Our results suggest that too many strong interactions between RNAP and the promoter hinder escape of RNAP from σE-dependent promoters, as was previously found for near consensus σ70 promoters (39–41). The strongest σE-dependent promoters were composed of combinations of high and low scoring motifs and the strengths of the −10 and −35 motifs are negatively correlated (Supplementary Figure S6; data not shown), as expected if strong interactions are carefully calibrated for maximal activity. Intriguingly, although there is very little sequence conservation in the sequence of the spacer between the −10 and −35 motifs, except for a minor enrichment of A/T residues in its central portion, the spacer sequence is exceptionally strongly negatively correlated with promoter strength (Figure 8 and Supplementary Figure S6). We suggest that the spacer sequence affects promoter strength by altering DNA flexibility since this region undergoes large conformational changes during the formation of the initiation complex (reviewed in (42)). Suboptimal spacer sequences, likely to lack enriched A/T residues, may destabilize the bound RNAP initiation complex. At the strongest promoters, the non-conserved spacer may balance the requirement for strong interactions that promote RNAP binding with unstable interactions to facilitate promoter escape.
Promoter strength across different levels of RNAP
We report the first systematic analysis of promoter strength as a function of RNAP concentration. Our models for both the core promoter and the UP-element capture parameters related to binding, rather than subsequent steps of transcription initiation. The fact that these models performed very well only at low RNAP concentration indicates that such parameters dominate promoter strength under these conditions. Thus, we suggest that binding affinity (KB) governs the activity of σE promoters at low concentrations of RNAP. In accord with this conclusion, most promoters active at low RNAP fall into our ‘competitive’ Cluster 1 promoter class (Figure 7).
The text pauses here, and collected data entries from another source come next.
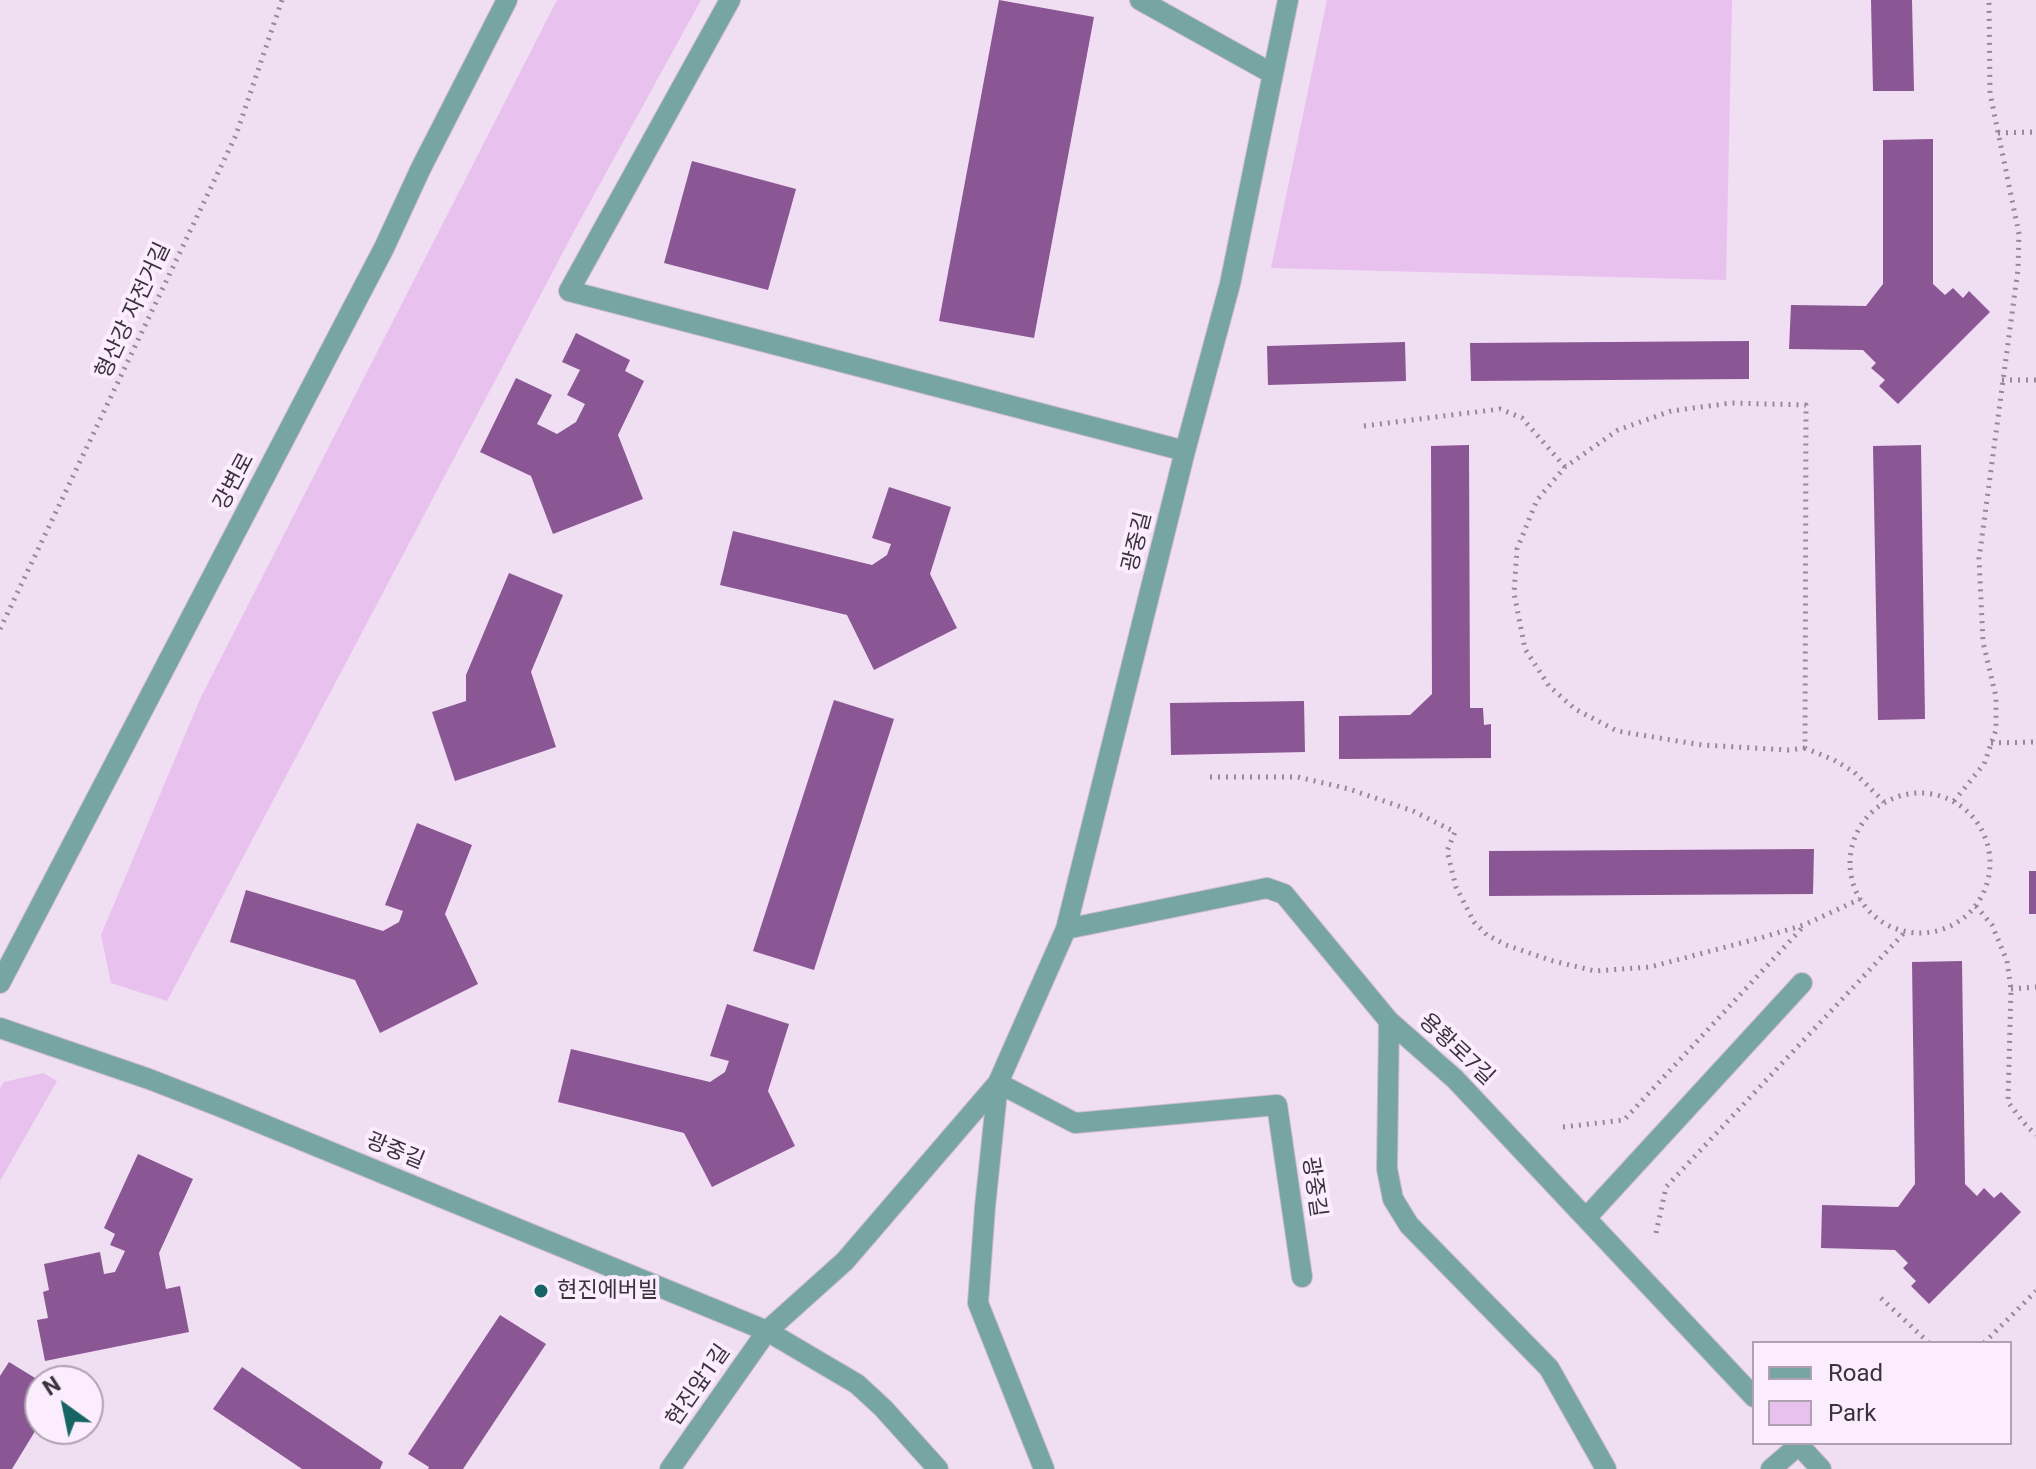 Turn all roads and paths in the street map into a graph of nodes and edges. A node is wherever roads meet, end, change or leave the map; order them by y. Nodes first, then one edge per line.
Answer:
1 (282, 0) edge
2 (507, 0) edge
3 (730, 0) edge
4 (1140, 0) edge
5 (1288, 0) edge
6 (1989, 0) edge
7 (1273, 74) junction
8 (2036, 132) edge
9 (1998, 133) junction
10 (2002, 380) junction
11 (2036, 380) edge
12 (1364, 426) dead end
13 (1185, 451) junction
14 (1565, 467) junction
15 (0, 629) edge
16 (2036, 742) edge
17 (1991, 743) junction
18 (1805, 748) junction
19 (1210, 777) dead end
20 (1954, 801) junction
21 (1884, 802) junction
22 (1860, 899) junction
23 (1976, 906) junction
24 (1804, 925) junction
25 (1066, 929) junction
26 (1906, 931) junction
27 (0, 983) edge
28 (1802, 983) dead end
29 (2036, 987) edge
30 (2011, 989) junction
31 (1389, 1021) junction
32 (0, 1028) edge
33 (998, 1083) junction
34 (1563, 1127) dead end
35 (2036, 1135) edge
36 (1586, 1218) junction
37 (1656, 1233) dead end
38 (1302, 1277) dead end
39 (2036, 1291) edge
40 (1881, 1298) dead end
41 (767, 1331) junction
42 (1927, 1341) edge
43 (1986, 1341) edge
44 (1752, 1395) edge
45 (1797, 1445) edge
46 (1799, 1445) edge
47 (670, 1469) edge
48 (938, 1469) edge
49 (1044, 1469) edge
50 (1606, 1469) edge
51 (1771, 1469) edge
52 (1821, 1469) edge

1 - 15 path, 형산강 자전거길
2 - 27 street, 강변로
3 - 13 street
4 - 7 street
5 - 7 street, 광중길
6 - 9 path
7 - 13 street, 광중길
8 - 9 path
9 - 10 path
10 - 11 path
10 - 17 path
12 - 14 path
13 - 25 street, 광중길
14 - 18 path
14 - 18 path
16 - 17 path
17 - 20 path
18 - 21 path
19 - 24 path
20 - 21 path
20 - 23 path
21 - 22 path
22 - 24 path
22 - 26 path
23 - 26 path
23 - 30 path
24 - 34 path
25 - 31 street, 용황로7길
25 - 33 street, 광중길
26 - 37 path
28 - 36 street
29 - 30 path
30 - 35 path
31 - 36 street, 용황로7길
31 - 50 street
32 - 41 street, 광중길
33 - 38 street, 광중길
33 - 41 street, 광중길
33 - 49 street, 광중길
36 - 44 street, 용황로7길
39 - 43 path
40 - 42 path
41 - 47 street, 현진앞1길
41 - 48 street, 광중길
45 - 51 street
46 - 52 street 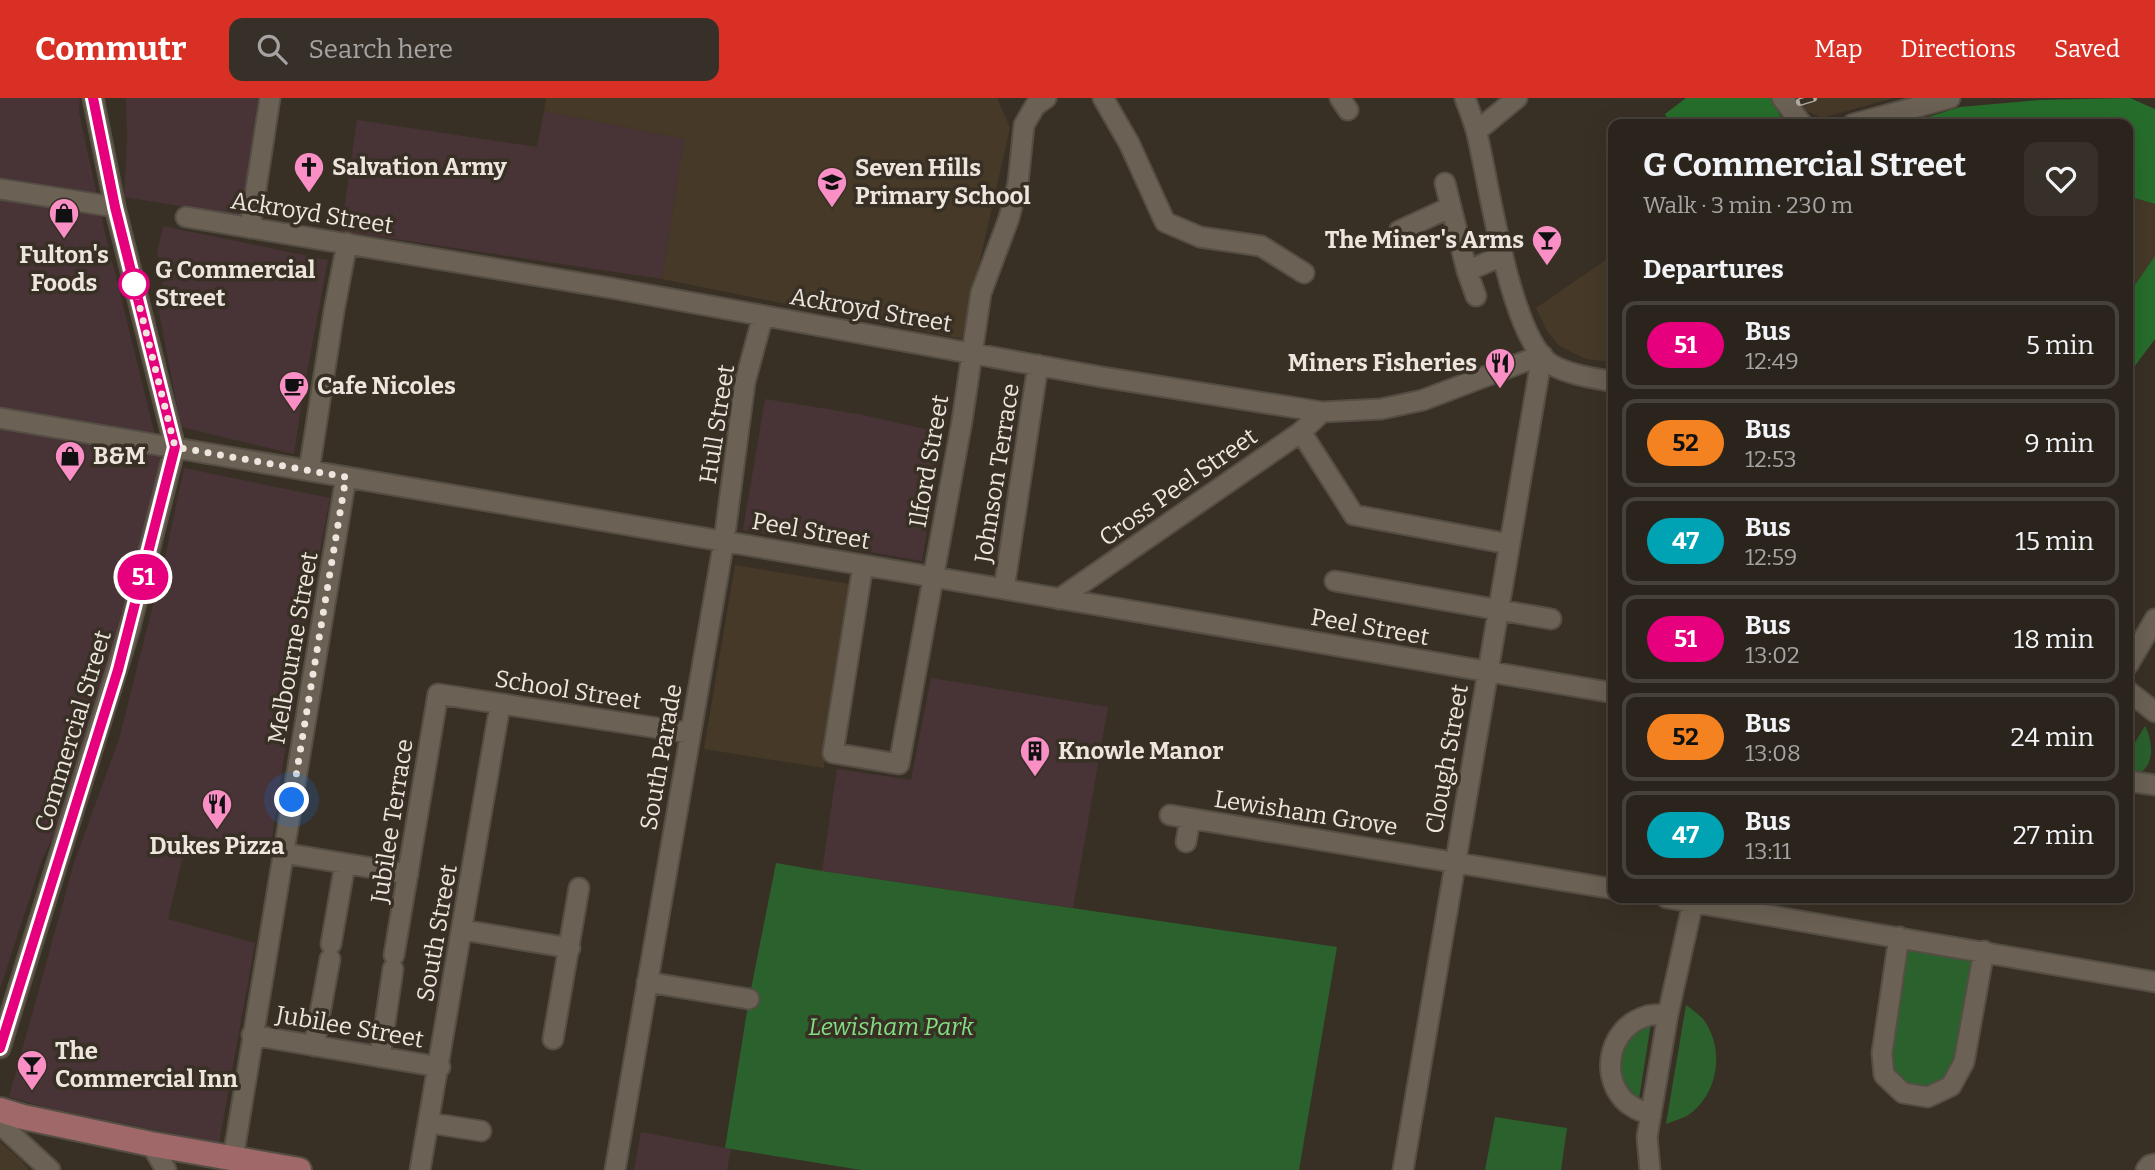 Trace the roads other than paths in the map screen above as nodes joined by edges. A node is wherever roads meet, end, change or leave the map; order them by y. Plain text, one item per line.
1 (93, 98) edge
2 (270, 98) edge
3 (1046, 98) edge
4 (1103, 98) edge
5 (1465, 98) edge
6 (1517, 98) edge
7 (1782, 98) edge
8 (1951, 98) edge
9 (1798, 119) edge
10 (1872, 119) edge
11 (1477, 131) junction
12 (1445, 183) dead end
13 (0, 189) edge
14 (115, 207) junction
15 (1451, 207) junction
16 (186, 217) dead end
17 (250, 228) junction
18 (1399, 231) dead end
19 (348, 243) junction
20 (1502, 256) junction
21 (1467, 271) junction
22 (1304, 273) dead end
23 (1476, 296) dead end
24 (763, 316) junction
25 (972, 353) junction
26 (1542, 355) junction
27 (1038, 365) junction
28 (1608, 381) edge
29 (1322, 412) junction
30 (0, 418) edge
31 (1301, 432) junction
32 (175, 447) junction
33 (309, 471) junction
34 (346, 477) junction
35 (724, 541) junction
36 (1509, 544) junction
37 (863, 565) junction
38 (934, 577) junction
39 (1335, 581) dead end
40 (1004, 589) junction
41 (1059, 599) junction
42 (1498, 610) junction
43 (1551, 619) dead end
44 (2155, 620) edge
45 (2133, 657) edge
46 (1487, 671) junction
47 (1608, 692) edge
48 (438, 694) joint
49 (2133, 695) edge
50 (500, 705) junction
51 (2155, 712) edge
52 (691, 733) junction
53 (2133, 781) edge
54 (2153, 782) edge
55 (1170, 815) dead end
56 (1190, 818) junction
57 (1186, 842) dead end
58 (283, 853) junction
59 (1455, 862) junction
60 (345, 864) junction
61 (408, 874) junction
62 (579, 888) dead end
63 (1608, 888) edge
64 (1693, 903) edge
65 (1699, 903) edge
66 (463, 930) junction
67 (1899, 937) junction
68 (570, 948) junction
69 (1984, 951) junction
70 (647, 982) junction
71 (2155, 982) edge
72 (749, 999) dead end
73 (1668, 1014) junction
74 (252, 1035) junction
75 (553, 1039) dead end
76 (314, 1046) junction
77 (0, 1048) edge
78 (380, 1057) junction
79 (440, 1068) junction
80 (0, 1110) edge
81 (1651, 1115) junction
82 (430, 1123) junction
83 (0, 1124) edge
84 (481, 1131) dead end
85 (151, 1144) junction
86 (233, 1158) junction
87 (2155, 1164) edge
88 (50, 1170) edge
89 (166, 1170) edge
90 (299, 1170) edge
91 (420, 1170) edge
92 (615, 1170) edge
93 (1403, 1170) edge
94 (1650, 1170) edge
95 (2146, 1170) edge

1 - 14 street, Commercial Street
2 - 17 street
3 - 25 street, Ilford Street
4 - 22 street
5 - 11 street
6 - 11 street
7 - 9 street
8 - 10 street
11 - 20 street
12 - 15 street
13 - 14 street
14 - 32 street, Commercial Street
15 - 18 street
15 - 21 street
16 - 17 street, Ackroyd Street
17 - 19 street, Ackroyd Street
19 - 24 street, Ackroyd Street
19 - 33 street
20 - 21 street
20 - 26 street
21 - 23 street
24 - 25 street, Ackroyd Street
24 - 35 street, Hull Street
25 - 27 street, Ackroyd Street
25 - 38 street, Ilford Street
26 - 28 street
26 - 29 street, Ackroyd Street
26 - 36 street, Clough Street
27 - 29 street, Ackroyd Street
27 - 40 street, Johnson Terrace
29 - 31 street, Cross Peel Street
30 - 32 street, Peel Street
31 - 36 street
31 - 41 street, Cross Peel Street
32 - 33 street, Peel Street
32 - 77 street, Commercial Street
33 - 34 street, Peel Street
34 - 35 street, Peel Street
34 - 58 street, Melbourne Street
35 - 37 street, Peel Street
35 - 52 street, South Parade
36 - 42 street, Clough Street
37 - 38 street, Peel Street
37 - 38 street, Ilford Street
38 - 40 street, Peel Street
39 - 42 street
40 - 41 street, Peel Street
41 - 46 street, Peel Street
42 - 43 street
42 - 46 street, Clough Street
44 - 45 street
46 - 47 street, Peel Street
46 - 59 street, Clough Street
48 - 50 street, School Street
48 - 61 street, Jubilee Terrace
49 - 51 street
50 - 52 street, School Street
50 - 66 street, South Street
52 - 70 street, South Parade
53 - 54 street
55 - 56 street, Lewisham Grove
56 - 57 street, Lewisham Grove
56 - 59 street, Lewisham Grove
58 - 60 street
58 - 74 street, Melbourne Street
59 - 63 street, Lewisham Grove
59 - 93 street, Clough Street
60 - 61 street
60 - 76 street
61 - 78 street, Jubilee Terrace
62 - 68 street
64 - 73 street
65 - 67 street
66 - 68 street
66 - 79 street, South Street
67 - 69 street
67 - 69 street
68 - 75 street
69 - 71 street
70 - 72 street
70 - 92 street, South Parade
73 - 81 street
73 - 81 street
74 - 76 street, Jubilee Street
74 - 86 street, Melbourne Street
76 - 78 street, Jubilee Street
78 - 79 street, Jubilee Street
79 - 82 street, South Street
80 - 85 main road
81 - 94 street
82 - 84 street
82 - 91 street, South Street
83 - 88 street
85 - 86 main road
85 - 89 street
86 - 90 main road
87 - 95 street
Moreover, these promoters show decreasing UP-element stimulation at higher RNAP concentration, consistent with expectations for core promoters having tight binding. As RNAP increases, binding of the core promoter to RNAP will saturate, limiting the effect of additional binding conferred by the UP-element.
Importantly, systematic modeling across RNAP concentrations revealed that the σE regulon has a second distinct promoter type, which differs in both properties and sequence from the predominant Cluster 1 promoters. Cluster 2 promoters are likely to be weaker binding: their core sequences compete poorly at low RNAP concentration; however, they show increasing stimulation by UP-elements with increasing RNAP concentration. Consequently, most Cluster 2 promoters were only active at high RNAP concentrations. Cluster 1 and Cluster 2 promoters differ in their −35 sequences. Although both contain the consensus core element of the −35 element (GAAC) (43), their flanking sequences differ (Supplementary Figure S7). In particular, the downstream T-tract is present only in Cluster 1. T-tracts provide a rigid structural unit and the first T is involved in non-specific contacts with σE R149 (43). Thus, Cluster 1 and 2 promoters could have an altered trajectory of DNA, possibly explaining why the most important descriptor of UP-effect in Cluster 2 promoters is the far-distal UP-site. Interestingly, the presence of sequences in the far upstream UP-element region has been shown to be important for increasing the rate of isomerization of the open complex (38,44), suggesting that UP sites at Cluster 2 promoters may facilitate a step subsequent to initial promoter binding.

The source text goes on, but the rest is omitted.